Oh yeah it was really nice having a space to just concentrate on doing the chocolate work while doing the stage today.

It went really well should have an answer one way or another by next week.


This will be the kinda poo poo I'll be producing when(not if!) I get the job.

sneakyfrog
Mar 16, 2011




Fan of Britches

solid thread pal. looks good.

deeter
Oct 21, 2005


I hope you don't mind my butting in, but I started making my own chocolate about six years ago and you've started almost exactly where I did, down to the same style of grinder even. I loved the hobby though and it grew into me opening up a little chocolate factory about a year and a half ago. I'm still learning, and John's site has been invaluable for that, but I'd be happy to share what I've picked up along the way if you're interested!

Mister Sinewave
Feb 9, 2008



What does cocoa butter taste like? I've never seen straight cocoa butter.

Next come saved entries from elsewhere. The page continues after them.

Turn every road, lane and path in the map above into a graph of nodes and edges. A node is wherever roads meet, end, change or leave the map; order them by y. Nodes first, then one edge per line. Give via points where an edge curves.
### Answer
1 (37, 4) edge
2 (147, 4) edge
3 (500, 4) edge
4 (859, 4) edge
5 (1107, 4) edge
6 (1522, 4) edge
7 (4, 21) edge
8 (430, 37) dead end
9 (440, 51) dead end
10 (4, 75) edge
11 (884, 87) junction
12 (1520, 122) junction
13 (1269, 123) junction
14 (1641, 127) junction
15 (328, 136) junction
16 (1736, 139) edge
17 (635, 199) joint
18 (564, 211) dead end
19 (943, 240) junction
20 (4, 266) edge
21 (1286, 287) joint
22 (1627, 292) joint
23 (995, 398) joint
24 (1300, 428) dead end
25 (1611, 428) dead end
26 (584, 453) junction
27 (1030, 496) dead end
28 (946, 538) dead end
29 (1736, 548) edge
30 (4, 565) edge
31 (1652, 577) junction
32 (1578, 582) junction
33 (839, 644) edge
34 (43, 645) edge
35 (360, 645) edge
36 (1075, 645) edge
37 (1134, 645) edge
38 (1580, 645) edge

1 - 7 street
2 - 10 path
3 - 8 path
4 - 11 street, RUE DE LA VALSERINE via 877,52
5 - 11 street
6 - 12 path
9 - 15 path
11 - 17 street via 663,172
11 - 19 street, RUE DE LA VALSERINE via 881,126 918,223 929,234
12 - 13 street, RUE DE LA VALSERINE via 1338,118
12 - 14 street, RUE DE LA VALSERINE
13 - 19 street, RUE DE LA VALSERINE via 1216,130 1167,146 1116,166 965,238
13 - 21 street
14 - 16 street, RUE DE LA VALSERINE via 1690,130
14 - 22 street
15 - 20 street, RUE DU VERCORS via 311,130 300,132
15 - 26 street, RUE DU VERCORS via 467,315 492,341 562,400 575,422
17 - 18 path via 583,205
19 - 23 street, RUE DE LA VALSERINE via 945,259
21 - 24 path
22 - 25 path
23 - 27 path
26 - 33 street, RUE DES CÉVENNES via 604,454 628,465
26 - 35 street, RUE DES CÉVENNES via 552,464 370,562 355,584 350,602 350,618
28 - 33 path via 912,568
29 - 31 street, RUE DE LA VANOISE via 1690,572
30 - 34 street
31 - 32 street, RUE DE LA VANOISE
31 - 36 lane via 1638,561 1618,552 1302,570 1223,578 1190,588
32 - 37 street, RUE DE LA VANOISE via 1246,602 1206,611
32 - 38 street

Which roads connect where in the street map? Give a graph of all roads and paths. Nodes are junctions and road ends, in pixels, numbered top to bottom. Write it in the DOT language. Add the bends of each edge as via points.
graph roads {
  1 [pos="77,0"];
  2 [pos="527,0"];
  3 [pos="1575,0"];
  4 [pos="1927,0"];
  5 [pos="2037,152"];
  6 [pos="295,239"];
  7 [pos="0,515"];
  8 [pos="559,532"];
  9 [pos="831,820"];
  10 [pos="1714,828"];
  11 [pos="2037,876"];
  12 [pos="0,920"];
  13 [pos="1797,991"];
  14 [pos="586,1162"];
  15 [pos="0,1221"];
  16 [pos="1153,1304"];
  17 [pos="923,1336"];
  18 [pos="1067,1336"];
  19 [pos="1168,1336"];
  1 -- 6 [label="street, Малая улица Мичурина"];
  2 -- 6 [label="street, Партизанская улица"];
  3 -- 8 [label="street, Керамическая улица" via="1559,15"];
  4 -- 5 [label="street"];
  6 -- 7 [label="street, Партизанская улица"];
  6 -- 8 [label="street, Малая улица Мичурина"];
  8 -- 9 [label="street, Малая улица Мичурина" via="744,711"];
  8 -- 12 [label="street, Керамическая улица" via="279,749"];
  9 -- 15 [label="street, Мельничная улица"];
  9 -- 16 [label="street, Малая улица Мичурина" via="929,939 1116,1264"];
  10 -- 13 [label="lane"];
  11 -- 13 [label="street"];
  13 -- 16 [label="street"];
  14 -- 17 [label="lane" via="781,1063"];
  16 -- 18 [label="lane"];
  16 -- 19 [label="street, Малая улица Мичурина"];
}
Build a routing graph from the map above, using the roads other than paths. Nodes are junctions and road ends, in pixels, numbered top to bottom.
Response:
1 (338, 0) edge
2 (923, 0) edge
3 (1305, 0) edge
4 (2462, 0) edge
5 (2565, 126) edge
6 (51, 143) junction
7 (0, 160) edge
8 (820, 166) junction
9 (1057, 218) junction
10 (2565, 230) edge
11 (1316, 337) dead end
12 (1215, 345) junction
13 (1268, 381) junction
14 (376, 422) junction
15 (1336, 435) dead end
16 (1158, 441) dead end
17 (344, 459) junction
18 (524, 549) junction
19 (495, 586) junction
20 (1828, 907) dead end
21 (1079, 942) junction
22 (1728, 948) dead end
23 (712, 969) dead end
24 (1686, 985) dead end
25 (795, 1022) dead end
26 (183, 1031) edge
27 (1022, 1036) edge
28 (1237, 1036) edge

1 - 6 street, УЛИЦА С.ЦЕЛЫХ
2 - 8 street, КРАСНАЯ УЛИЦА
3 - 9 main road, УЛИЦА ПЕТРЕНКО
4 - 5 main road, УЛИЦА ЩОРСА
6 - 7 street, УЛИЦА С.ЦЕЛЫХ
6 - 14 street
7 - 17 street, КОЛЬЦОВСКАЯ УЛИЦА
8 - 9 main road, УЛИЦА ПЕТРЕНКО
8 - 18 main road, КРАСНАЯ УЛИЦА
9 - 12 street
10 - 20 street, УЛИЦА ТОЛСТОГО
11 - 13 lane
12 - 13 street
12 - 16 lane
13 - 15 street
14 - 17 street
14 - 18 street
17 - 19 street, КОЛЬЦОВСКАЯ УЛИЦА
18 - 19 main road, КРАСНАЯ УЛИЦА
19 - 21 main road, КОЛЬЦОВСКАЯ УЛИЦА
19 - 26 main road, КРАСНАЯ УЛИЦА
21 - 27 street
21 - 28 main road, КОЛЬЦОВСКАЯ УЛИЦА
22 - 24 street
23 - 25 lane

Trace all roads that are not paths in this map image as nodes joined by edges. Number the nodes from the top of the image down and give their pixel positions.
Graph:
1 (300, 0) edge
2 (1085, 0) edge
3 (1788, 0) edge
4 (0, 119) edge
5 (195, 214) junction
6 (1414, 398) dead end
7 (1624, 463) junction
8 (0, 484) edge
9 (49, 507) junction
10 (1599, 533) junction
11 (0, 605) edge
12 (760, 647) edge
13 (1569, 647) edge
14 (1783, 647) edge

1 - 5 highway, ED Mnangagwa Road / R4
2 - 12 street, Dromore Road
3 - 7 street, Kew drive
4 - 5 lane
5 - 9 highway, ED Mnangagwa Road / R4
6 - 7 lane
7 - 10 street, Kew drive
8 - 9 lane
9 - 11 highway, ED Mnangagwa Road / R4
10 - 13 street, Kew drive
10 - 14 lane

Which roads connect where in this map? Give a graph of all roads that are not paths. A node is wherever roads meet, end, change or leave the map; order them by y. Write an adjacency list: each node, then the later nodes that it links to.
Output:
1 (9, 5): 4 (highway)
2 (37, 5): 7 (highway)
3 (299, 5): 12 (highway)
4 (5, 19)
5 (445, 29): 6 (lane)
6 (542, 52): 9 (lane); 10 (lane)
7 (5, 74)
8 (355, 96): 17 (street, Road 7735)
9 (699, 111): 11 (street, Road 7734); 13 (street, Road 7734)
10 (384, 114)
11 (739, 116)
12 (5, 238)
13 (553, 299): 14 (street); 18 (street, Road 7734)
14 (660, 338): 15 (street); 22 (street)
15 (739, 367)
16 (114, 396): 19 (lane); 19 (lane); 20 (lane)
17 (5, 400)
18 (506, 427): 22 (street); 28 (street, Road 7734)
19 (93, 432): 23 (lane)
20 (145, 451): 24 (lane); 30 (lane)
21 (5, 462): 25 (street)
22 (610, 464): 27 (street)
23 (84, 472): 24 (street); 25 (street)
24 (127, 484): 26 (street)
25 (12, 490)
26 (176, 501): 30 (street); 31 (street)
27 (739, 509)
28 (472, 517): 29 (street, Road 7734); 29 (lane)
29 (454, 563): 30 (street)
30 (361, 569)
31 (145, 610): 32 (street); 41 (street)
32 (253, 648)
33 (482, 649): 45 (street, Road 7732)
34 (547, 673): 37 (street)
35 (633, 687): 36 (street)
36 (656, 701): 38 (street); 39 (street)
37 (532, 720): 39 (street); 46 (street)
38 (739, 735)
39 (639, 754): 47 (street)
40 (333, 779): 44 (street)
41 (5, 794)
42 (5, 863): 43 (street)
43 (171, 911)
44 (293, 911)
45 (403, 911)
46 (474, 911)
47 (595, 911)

I see some parallels to coffee roasting, which I've been doing for a long time. That George Foreman roaster is a great find, and that temp probe mod you did is really clever.

Thumposaurus
Jul 24, 2007



deeter posted:

I hope you don't mind my butting in, but I started making my own chocolate about six years ago and you've started almost exactly where I did, down to the same style of grinder even. I loved the hobby though and it grew into me opening up a little chocolate factory about a year and a half ago. I'm still learning, and John's site has been invaluable for that, but I'd be happy to share what I've picked up along the way if you're interested!

Butt away!
I'd be interested in hearing about your experiences in scaling up production. It's something I'm considering a little bit down the road.

It depends on what kind of cocoa butter.
The really refined deodorized stuff doesn't taste like much. The non deodorized stuff has a slight chocolate aroma and taste.

Some people want just the flavor of the bean to shine through so they'll use the deodorized stuff so as to not have any additional flavors.

The George Foreman thing was a great find. I had to go to the drug store next to that thrift store and had a feeling I should go in and check on what they had.
I'm lucky the basket is made out of a pretty cheesy metal it's sturdy enough but it was pretty easy to drill out.
I'm going to get a longer probe so I can get more in the center mass of the beans.

I've been using this thermoworks dot thermometer for about a year now it's been the best thermometer I've ever used. Well worth the money.

deeter
Oct 21, 2005


Thumposaurus posted:

Butt away!
I'd be interested in hearing about your experiences in scaling up production. It's something I'm considering a little bit down the road.

I'm still a pretty small operation, my batches are usually 10 or so pounds per run, and I run a batch or three a week to keep up. Things are going in a good direction though so I've been planning my next step up in production capabilities, and the next item on the list is another grinder. I only have one right now and my batches run for anywhere from 24-36 hours, so it slows me down sometimes. I picked up a Spectra 11 when I first opened the shop, and I'll probably get another one when that time comes. It's a great machine and I really like it. Like I mentioned, my first grinder was like yours, with the conical stones, and it got the job done but it wasn't super efficient. I'm liking the cylindrical stones a lot more - they generate a lot more shear and friction and my grind times came down by at least 25% on average.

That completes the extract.